BEGIN INPUT
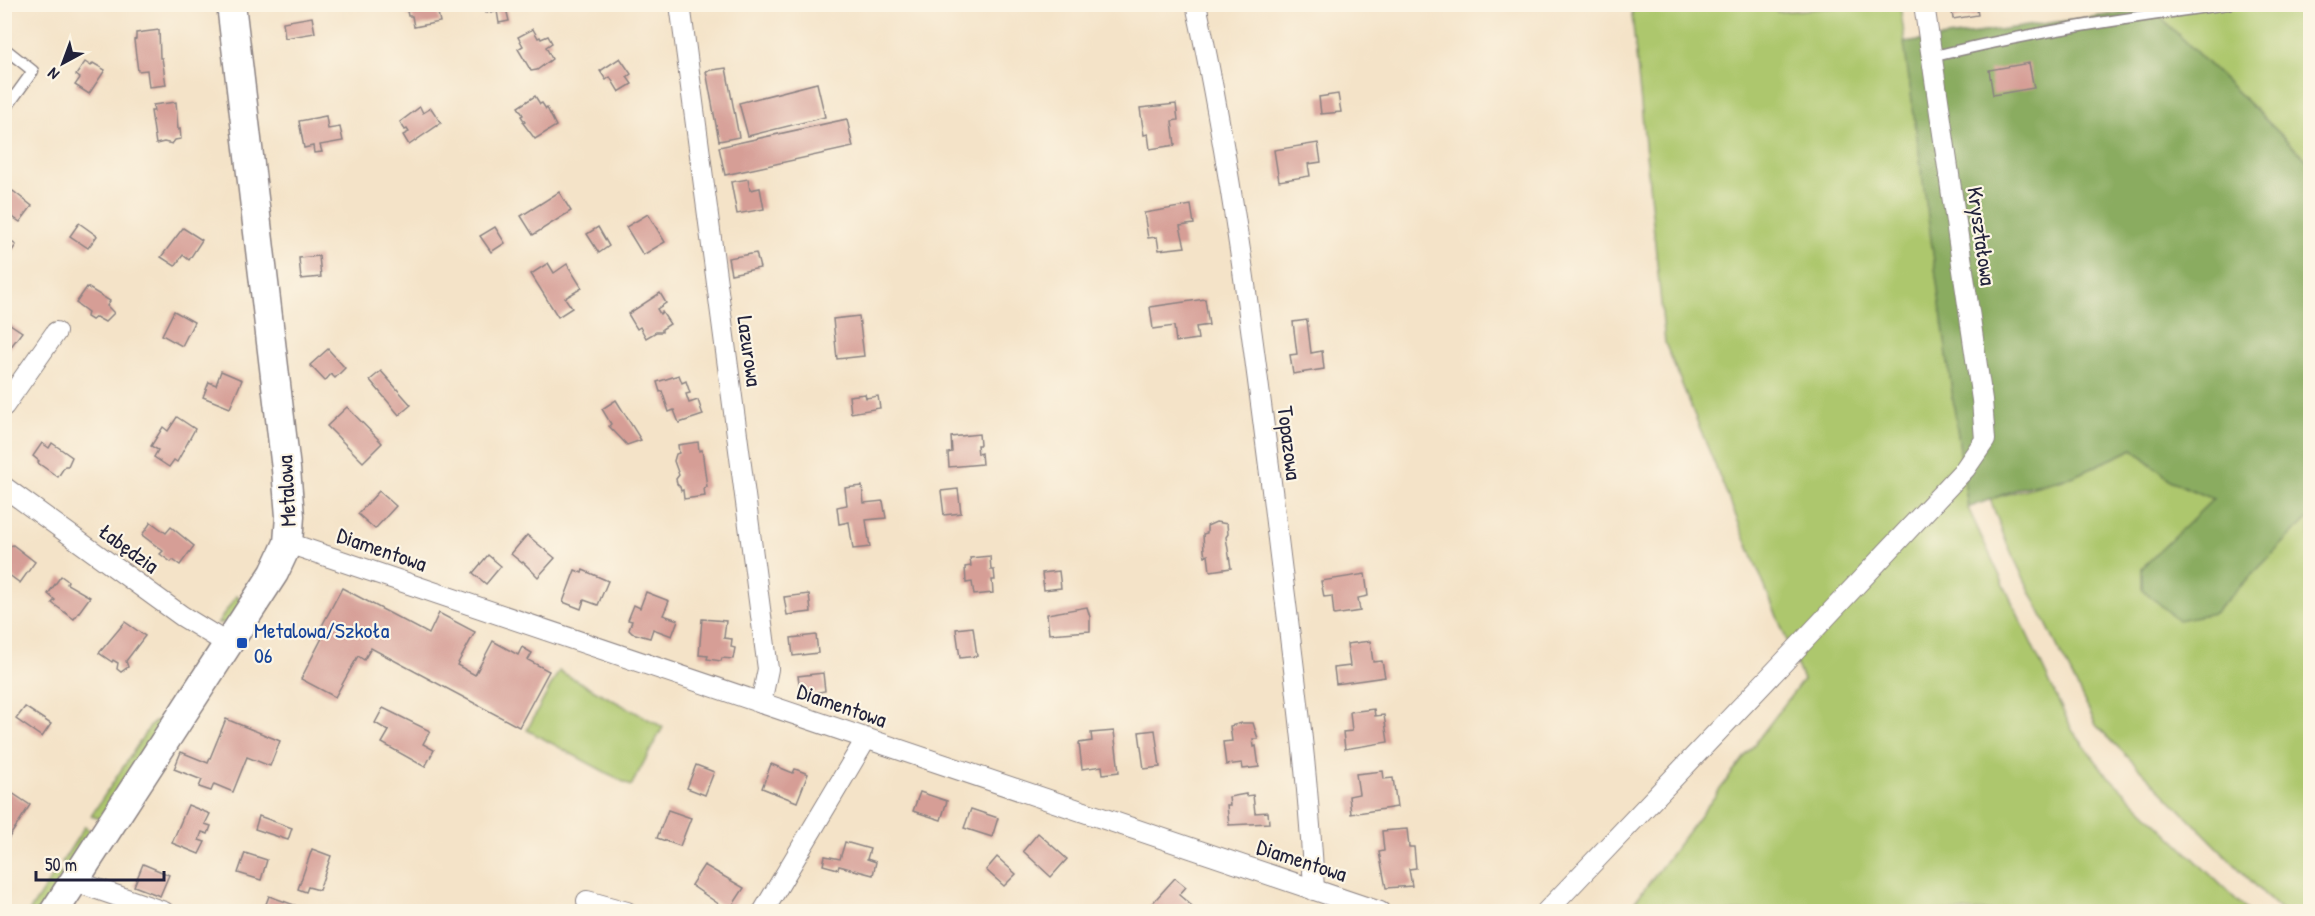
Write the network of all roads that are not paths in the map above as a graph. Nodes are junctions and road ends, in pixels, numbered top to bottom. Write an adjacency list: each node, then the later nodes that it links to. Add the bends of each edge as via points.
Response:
1 (231, 4): 12 (street, Metalowa, via 286,469)
2 (680, 4): 14 (street, Lazurowa, via 768,669)
3 (1196, 4): 17 (street, Topazowa, via 1227,168 1259,388 1310,814)
4 (1924, 4): 7 (street, Kryształowa)
5 (2228, 4): 7 (lane, via 2003,39)
6 (4, 48): 8 (lane, via 33,71)
7 (1931, 57): 25 (street, Kryształowa, via 1985,440 1965,469)
8 (4, 111)
9 (56, 332): 10 (street)
10 (4, 406)
11 (4, 487): 13 (street, Łabędzia, via 182,616)
12 (288, 543): 13 (street, Metalowa, via 274,573); 14 (street, Diamentowa)
13 (228, 644): 16 (street, Metalowa)
14 (761, 703): 15 (street, Diamentowa)
15 (866, 739): 17 (street, Diamentowa); 23 (street)
16 (74, 881): 20 (street, Metalowa); 21 (street)
17 (1314, 890): 19 (street, Diamentowa)
18 (588, 901): 22 (street)
19 (1348, 907): 24 (street, Diamentowa)
20 (54, 912)
21 (164, 912)
22 (627, 912)
23 (763, 912)
24 (1380, 912)
25 (1546, 912)

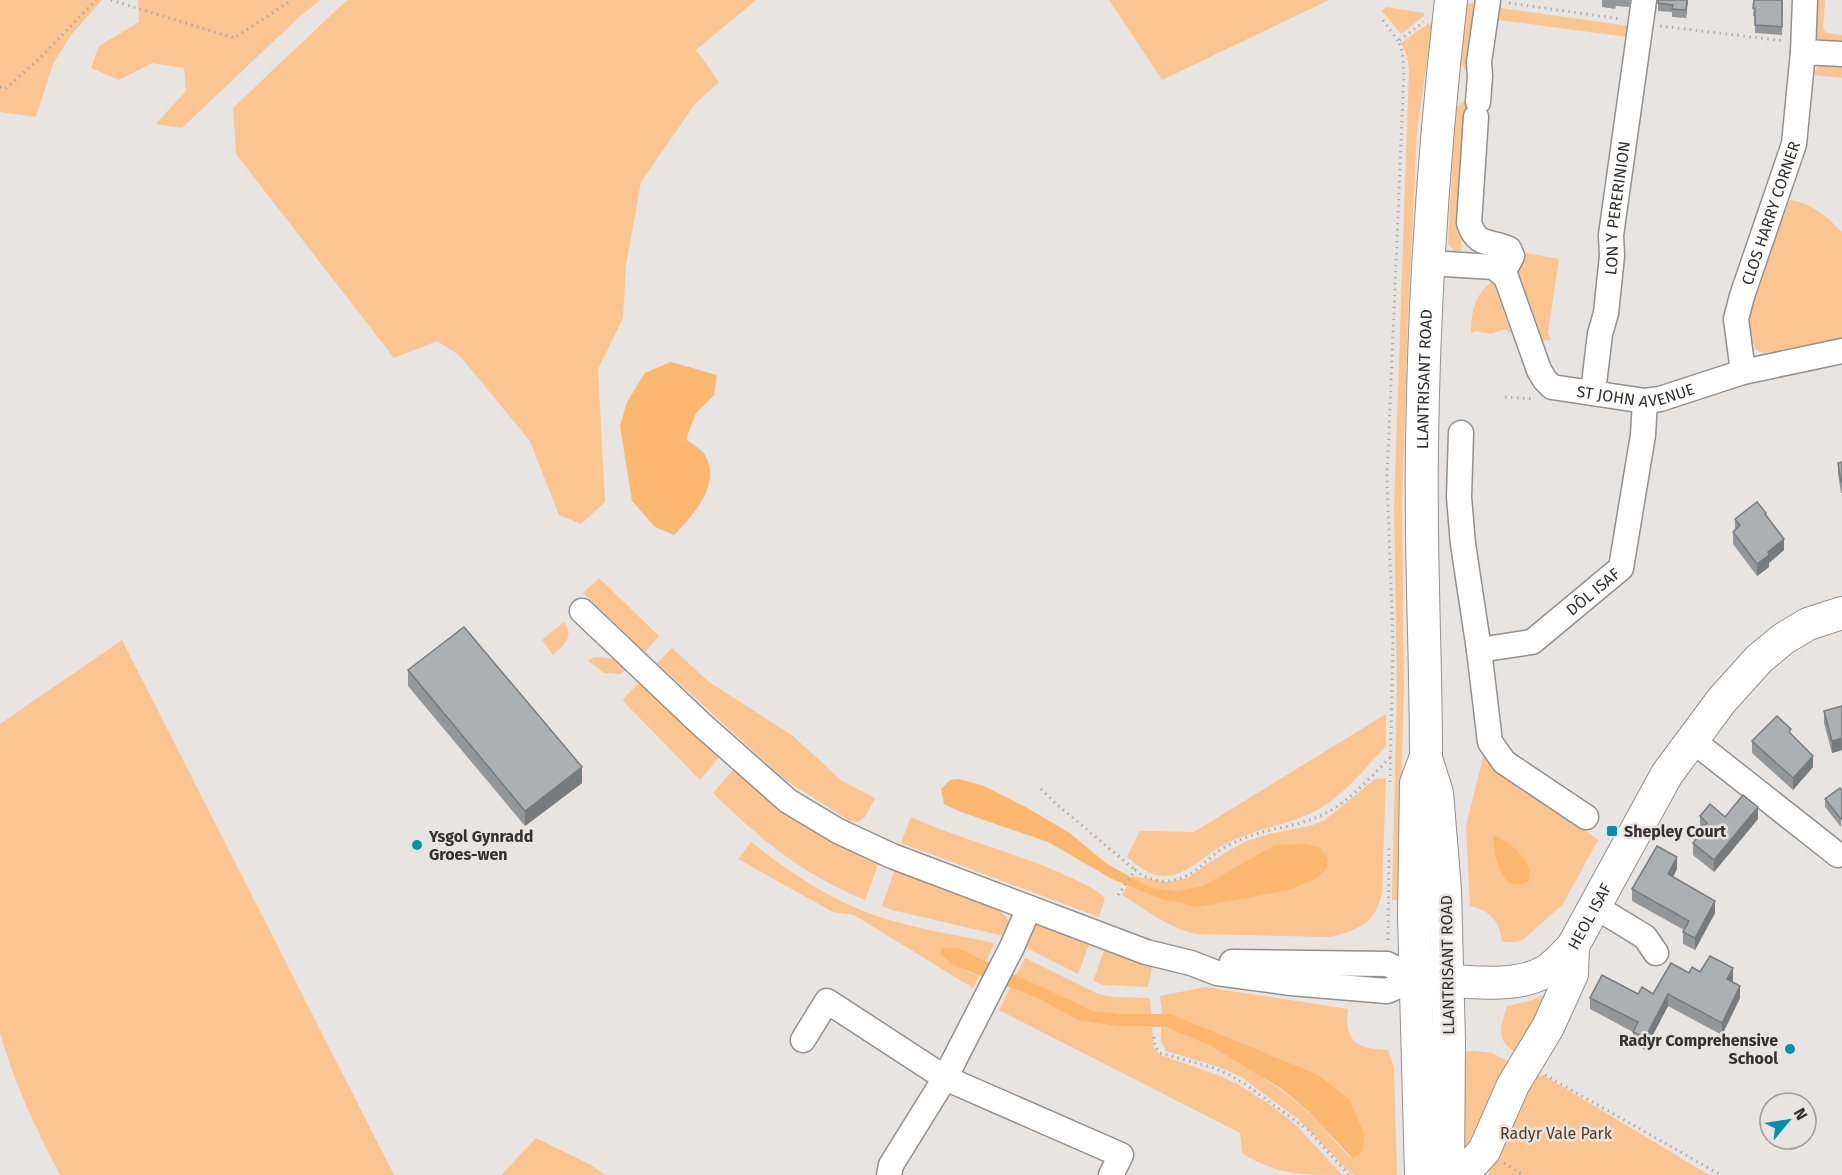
END INPUT
◆ PROBLEM TO WORK ON ◆
Set down the entries above again exactly, minus any image.

◆ ANSWER TO THIS TASK ◆
Write the network of all roads that are not paths in the map above as a graph. Nodes are junctions and road ends, in pixels, numbered top to bottom. Write an adjacency list: each node, then the later nodes that it links to. Add the bends of each edge as via points.
Response:
1 (231, 4): 12 (street, Metalowa, via 286,469)
2 (680, 4): 14 (street, Lazurowa, via 768,669)
3 (1196, 4): 17 (street, Topazowa, via 1227,168 1259,388 1310,814)
4 (1924, 4): 7 (street, Kryształowa)
5 (2228, 4): 7 (lane, via 2003,39)
6 (4, 48): 8 (lane, via 33,71)
7 (1931, 57): 25 (street, Kryształowa, via 1985,440 1965,469)
8 (4, 111)
9 (56, 332): 10 (street)
10 (4, 406)
11 (4, 487): 13 (street, Łabędzia, via 182,616)
12 (288, 543): 13 (street, Metalowa, via 274,573); 14 (street, Diamentowa)
13 (228, 644): 16 (street, Metalowa)
14 (761, 703): 15 (street, Diamentowa)
15 (866, 739): 17 (street, Diamentowa); 23 (street)
16 (74, 881): 20 (street, Metalowa); 21 (street)
17 (1314, 890): 19 (street, Diamentowa)
18 (588, 901): 22 (street)
19 (1348, 907): 24 (street, Diamentowa)
20 (54, 912)
21 (164, 912)
22 (627, 912)
23 (763, 912)
24 (1380, 912)
25 (1546, 912)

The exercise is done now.